— WORK INSTRUCTION —
Produce an exact copy of all the data below, dropping every image.

[Saved data entries]

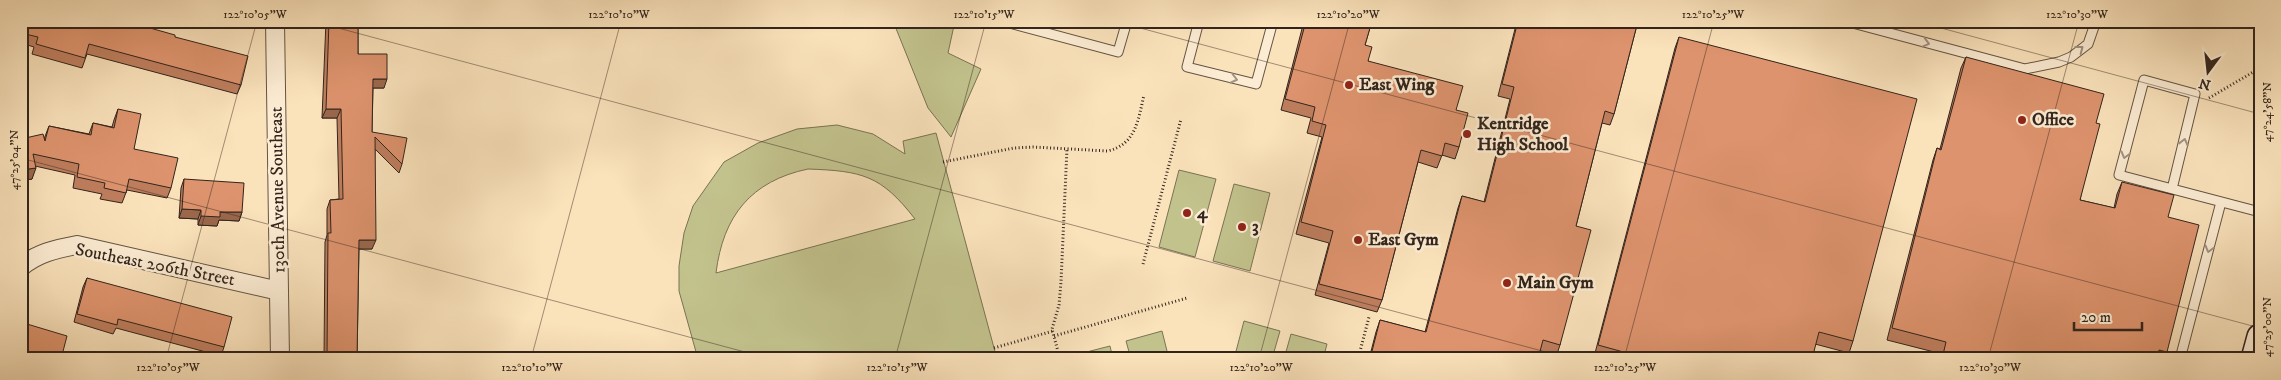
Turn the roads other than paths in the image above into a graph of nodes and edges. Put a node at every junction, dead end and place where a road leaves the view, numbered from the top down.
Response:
1 (1002, 21) edge
2 (1126, 21) edge
3 (1199, 21) edge
4 (1273, 21) edge
5 (1845, 21) edge
6 (2096, 21) edge
7 (273, 22) edge
8 (2172, 189) junction
9 (2221, 202) junction
10 (2260, 212) edge
11 (26, 263) edge
12 (279, 291) junction
13 (2260, 337) edge
14 (280, 359) edge
15 (2180, 359) edge
16 (2254, 359) edge

1 - 2 lane
3 -> 4 lane
5 -> 6 lane
7 - 12 street, 130th Avenue Southeast
8 -> 8 lane
8 - 9 lane
9 - 10 lane
9 -> 15 lane
11 - 12 street, Southeast 206th Street
12 - 14 street, 130th Avenue Southeast
13 - 16 street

— OUTPUT FOR THIS EXERCISE —
Turn the roads other than paths in the image above into a graph of nodes and edges. Put a node at every junction, dead end and place where a road leaves the view, numbered from the top down.
Response:
1 (1002, 21) edge
2 (1126, 21) edge
3 (1199, 21) edge
4 (1273, 21) edge
5 (1845, 21) edge
6 (2096, 21) edge
7 (273, 22) edge
8 (2172, 189) junction
9 (2221, 202) junction
10 (2260, 212) edge
11 (26, 263) edge
12 (279, 291) junction
13 (2260, 337) edge
14 (280, 359) edge
15 (2180, 359) edge
16 (2254, 359) edge

1 - 2 lane
3 -> 4 lane
5 -> 6 lane
7 - 12 street, 130th Avenue Southeast
8 -> 8 lane
8 - 9 lane
9 - 10 lane
9 -> 15 lane
11 - 12 street, Southeast 206th Street
12 - 14 street, 130th Avenue Southeast
13 - 16 street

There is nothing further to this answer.